Which lines of the entries contain the string "highway"? Please find them and copy them.

Dataset entries:
+++

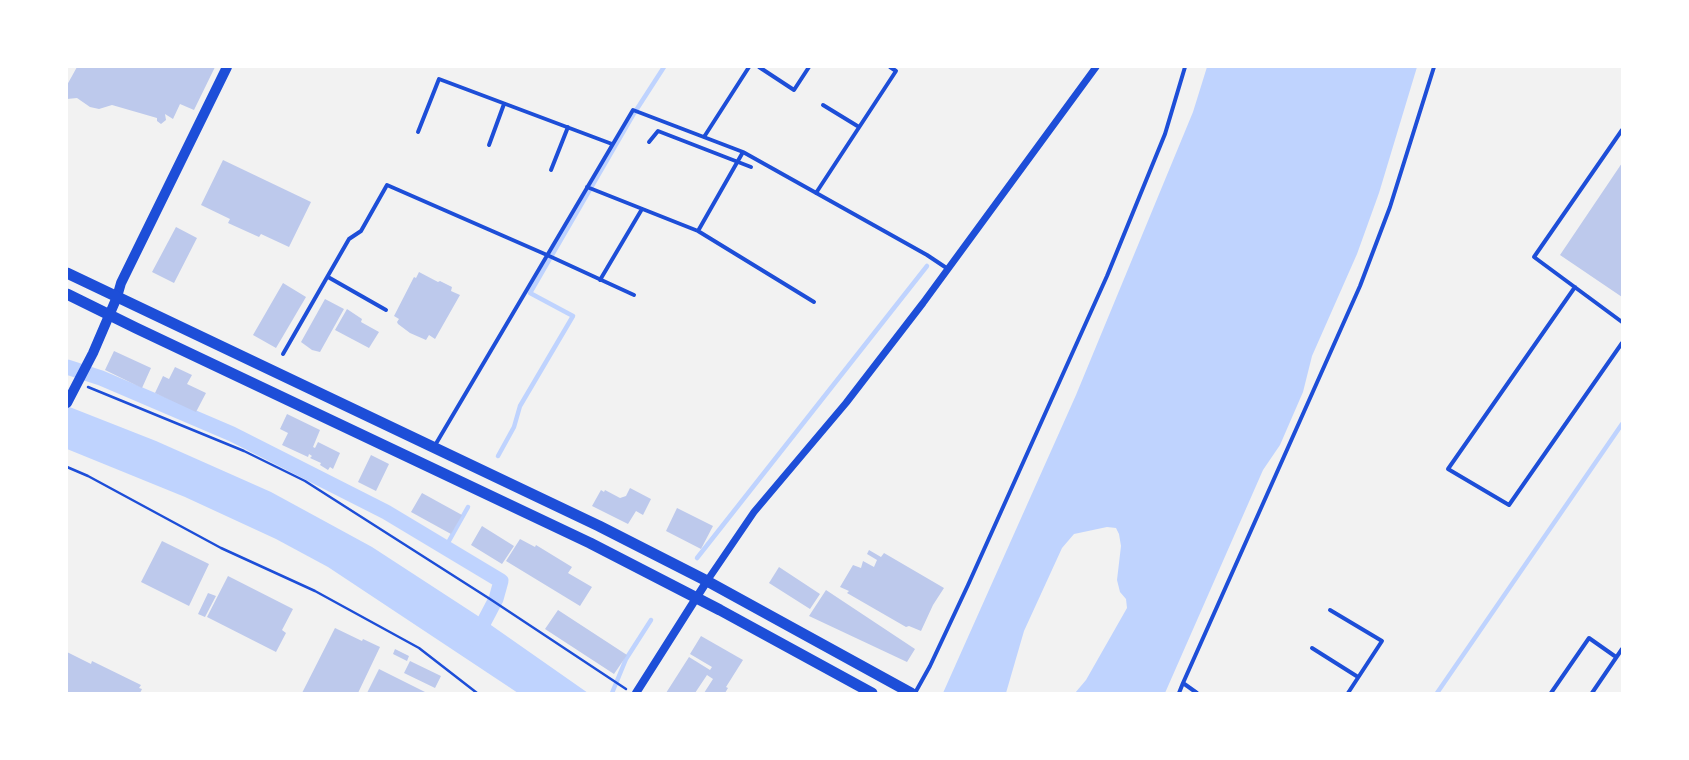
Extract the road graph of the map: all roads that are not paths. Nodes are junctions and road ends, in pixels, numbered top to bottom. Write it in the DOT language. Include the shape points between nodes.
graph roads {
  1 [pos="227,67"];
  2 [pos="749,67"];
  3 [pos="759,67"];
  4 [pos="809,67"];
  5 [pos="890,67"];
  6 [pos="1096,67"];
  7 [pos="1185,67"];
  8 [pos="1434,67"];
  9 [pos="504,104"];
  10 [pos="823,105"];
  11 [pos="859,127"];
  12 [pos="568,128"];
  13 [pos="1622,130"];
  14 [pos="418,132"];
  15 [pos="704,137"];
  16 [pos="649,142"];
  17 [pos="612,144"];
  18 [pos="489,145"];
  19 [pos="743,152"];
  20 [pos="738,161"];
  21 [pos="751,167"];
  22 [pos="552,170"];
  23 [pos="587,187"];
  24 [pos="816,193"];
  25 [pos="642,209"];
  26 [pos="698,230"];
  27 [pos="547,255"];
  28 [pos="948,269"];
  29 [pos="67,272"];
  30 [pos="328,277"];
  31 [pos="600,280"];
  32 [pos="1575,287"];
  33 [pos="67,294"];
  34 [pos="634,295"];
  35 [pos="118,297"];
  36 [pos="814,302"];
  37 [pos="386,310"];
  38 [pos="110,315"];
  39 [pos="1622,322"];
  40 [pos="1622,343"];
  41 [pos="283,354"];
  42 [pos="67,402"];
  43 [pos="434,448"];
  44 [pos="707,581"];
  45 [pos="696,598"];
  46 [pos="1330,610"];
  47 [pos="1312,648"];
  48 [pos="1622,649"];
  49 [pos="1616,657"];
  50 [pos="1358,677"];
  51 [pos="1183,683"];
  52 [pos="632,692"];
  53 [pos="872,693"];
  54 [pos="911,693"];
  55 [pos="915,693"];
  56 [pos="1179,693"];
  57 [pos="1197,693"];
  58 [pos="1348,693"];
  59 [pos="1551,693"];
  60 [pos="1592,693"];
  1 -- 35 [label="main road" via="121,283"];
  2 -- 15 [label="street"];
  3 -- 4 [label="street" via="794,90"];
  5 -- 11 [label="street" via="896,71"];
  6 -- 28 [label="street"];
  7 -- 55 [label="street" via="1165,134 1107,276 968,585"];
  8 -- 51 [label="street" via="1390,207 1360,286"];
  9 -- 12 [label="street"];
  9 -- 14 [label="street" via="439,79"];
  9 -- 18 [label="street"];
  10 -- 11 [label="street"];
  11 -- 24 [label="street"];
  12 -- 17 [label="street"];
  12 -- 22 [label="street"];
  13 -- 32 [label="street" via="1534,257"];
  15 -- 17 [label="street" via="633,110"];
  15 -- 19 [label="street"];
  16 -- 20 [label="street" via="658,131"];
  17 -- 23 [label="street"];
  19 -- 20 [label="street"];
  19 -- 24 [label="street"];
  20 -- 21 [label="street"];
  20 -- 26 [label="street"];
  23 -- 25 [label="street"];
  23 -- 27 [label="street"];
  24 -- 28 [label="street"];
  25 -- 26 [label="street"];
  25 -- 31 [label="street"];
  26 -- 36 [label="street"];
  27 -- 30 [label="street" via="387,186 361,230 349,239"];
  27 -- 31 [label="street"];
  27 -- 43 [label="street"];
  28 -- 44 [label="street" via="846,403 754,512"];
  29 -- 35 [label="highway"];
  30 -- 37 [label="street"];
  30 -- 41 [label="street"];
  31 -- 34 [label="street"];
  32 -- 39 [label="street"];
  32 -- 40 [label="street" via="1448,469 1509,505"];
  33 -- 38 [label="highway"];
  35 -- 38 [label="main road"];
  35 -- 43 [label="highway"];
  38 -- 42 [label="main road"];
  38 -- 45 [label="highway" via="590,543"];
  43 -- 44 [label="highway"];
  44 -- 45 [label="main road"];
  44 -- 54 [label="highway"];
  45 -- 52 [label="main road"];
  45 -- 53 [label="highway"];
  46 -- 50 [label="street" via="1382,641"];
  47 -- 50 [label="street"];
  48 -- 49 [label="street"];
  49 -- 59 [label="street" via="1589,638"];
  49 -- 60 [label="street"];
  50 -- 58 [label="street"];
  51 -- 56 [label="street"];
  51 -- 57 [label="street"];
}
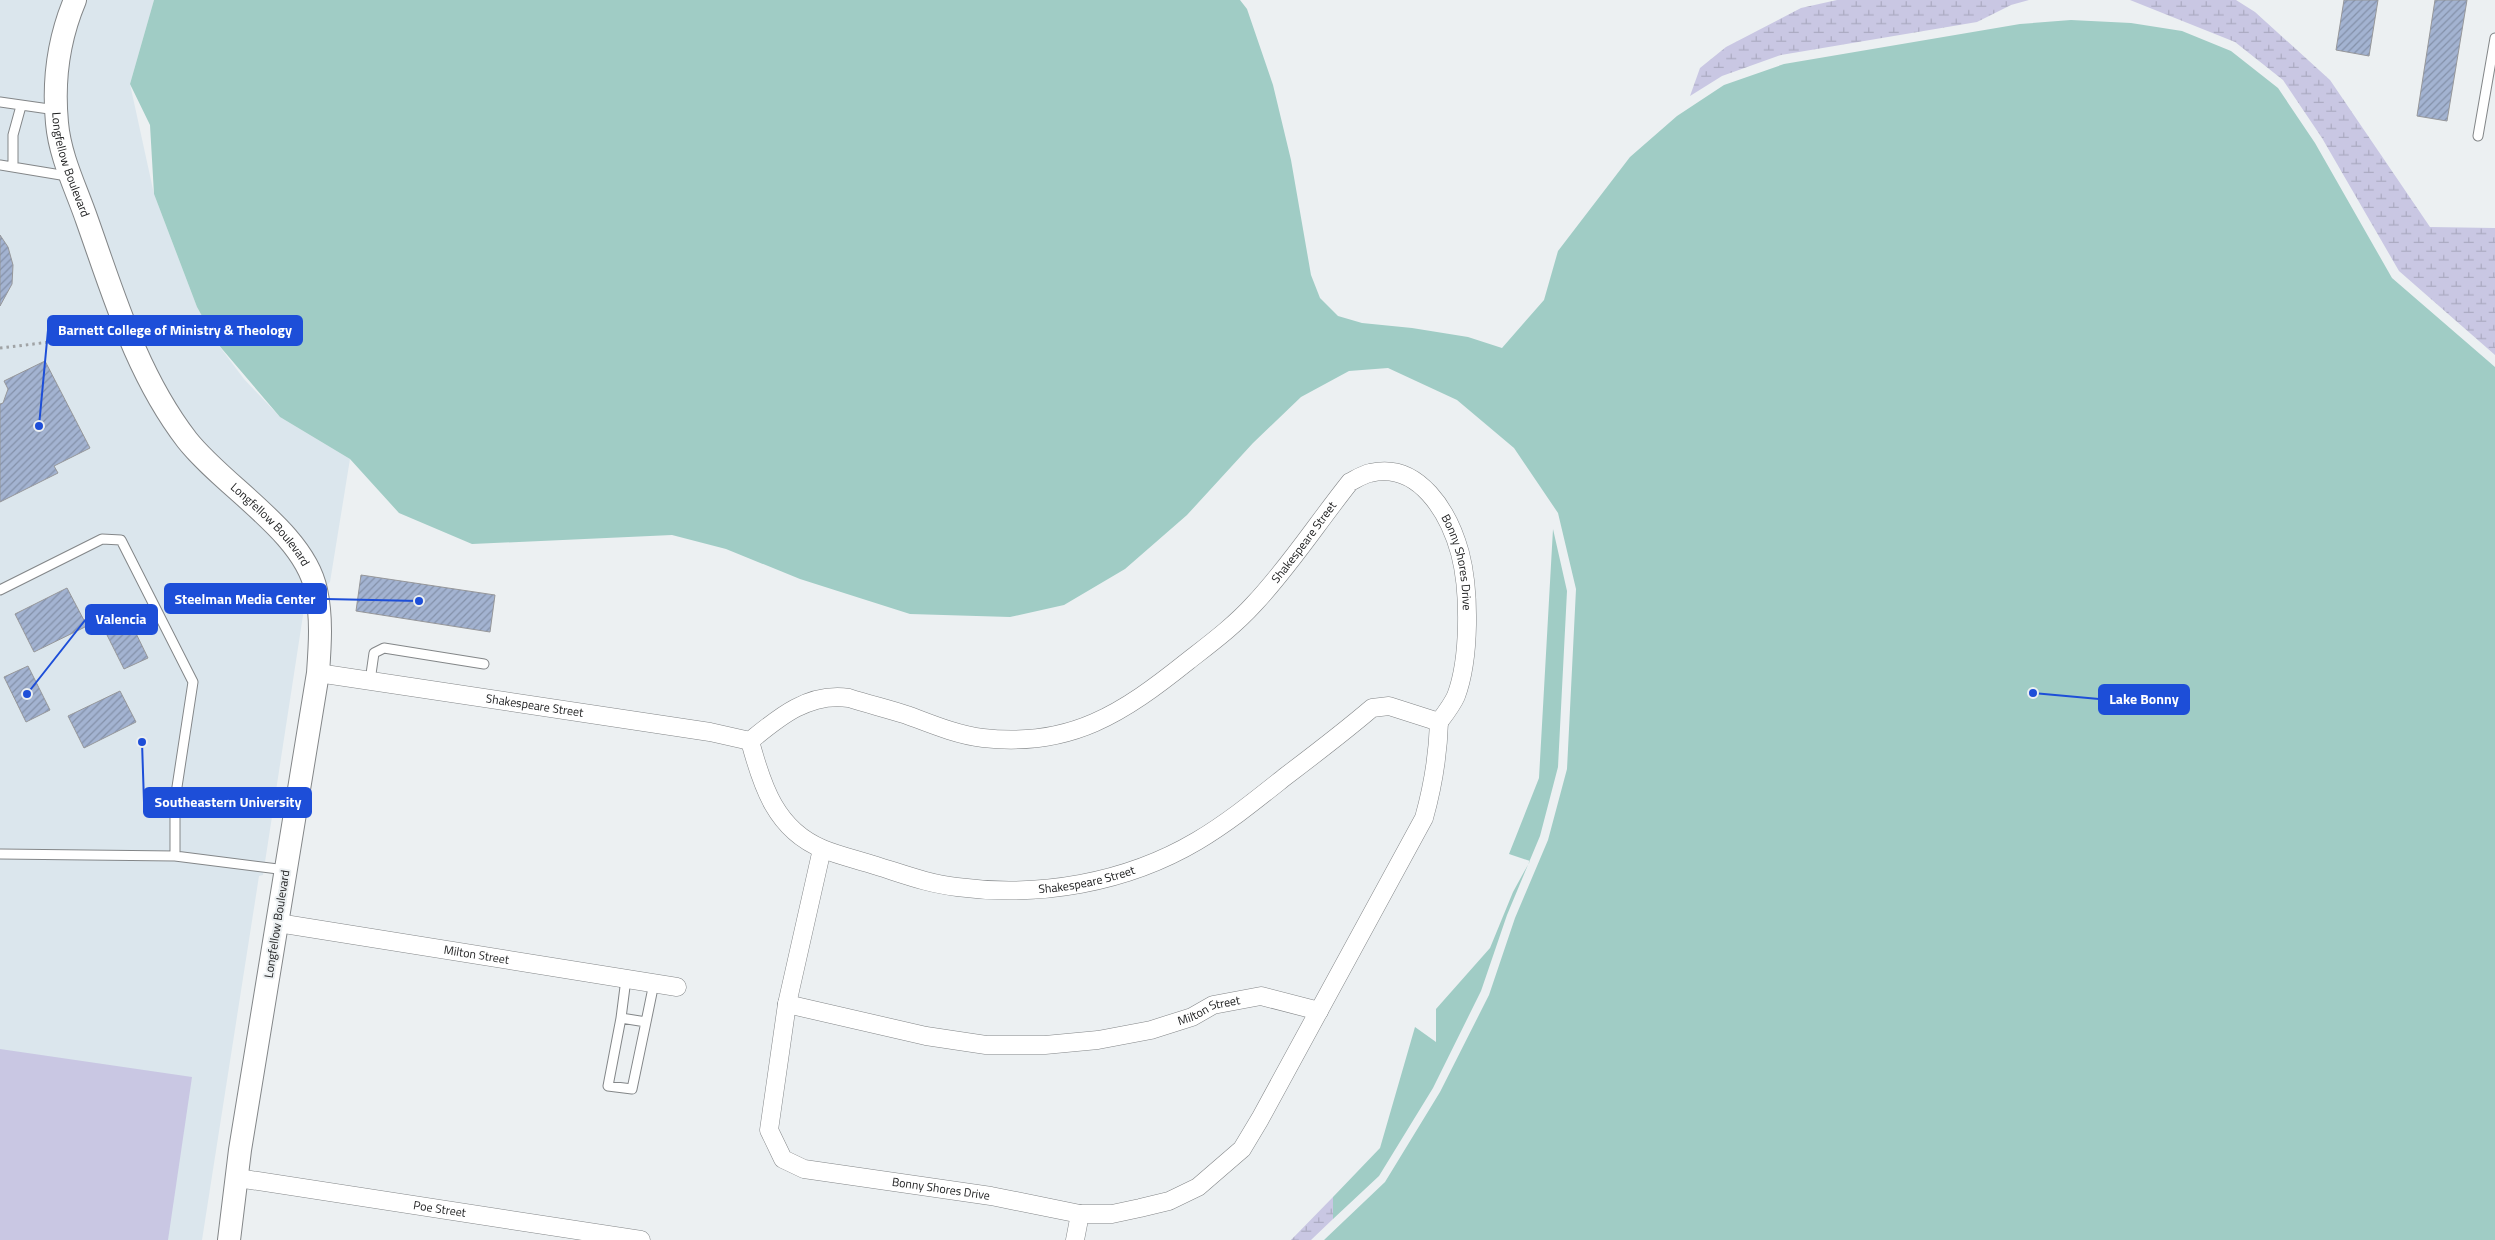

+++

### The completed task:
  29 -- 35 [label="highway"];
  33 -- 38 [label="highway"];
  35 -- 43 [label="highway"];
  38 -- 45 [label="highway" via="590,543"];
  43 -- 44 [label="highway"];
  44 -- 54 [label="highway"];
  45 -- 53 [label="highway"];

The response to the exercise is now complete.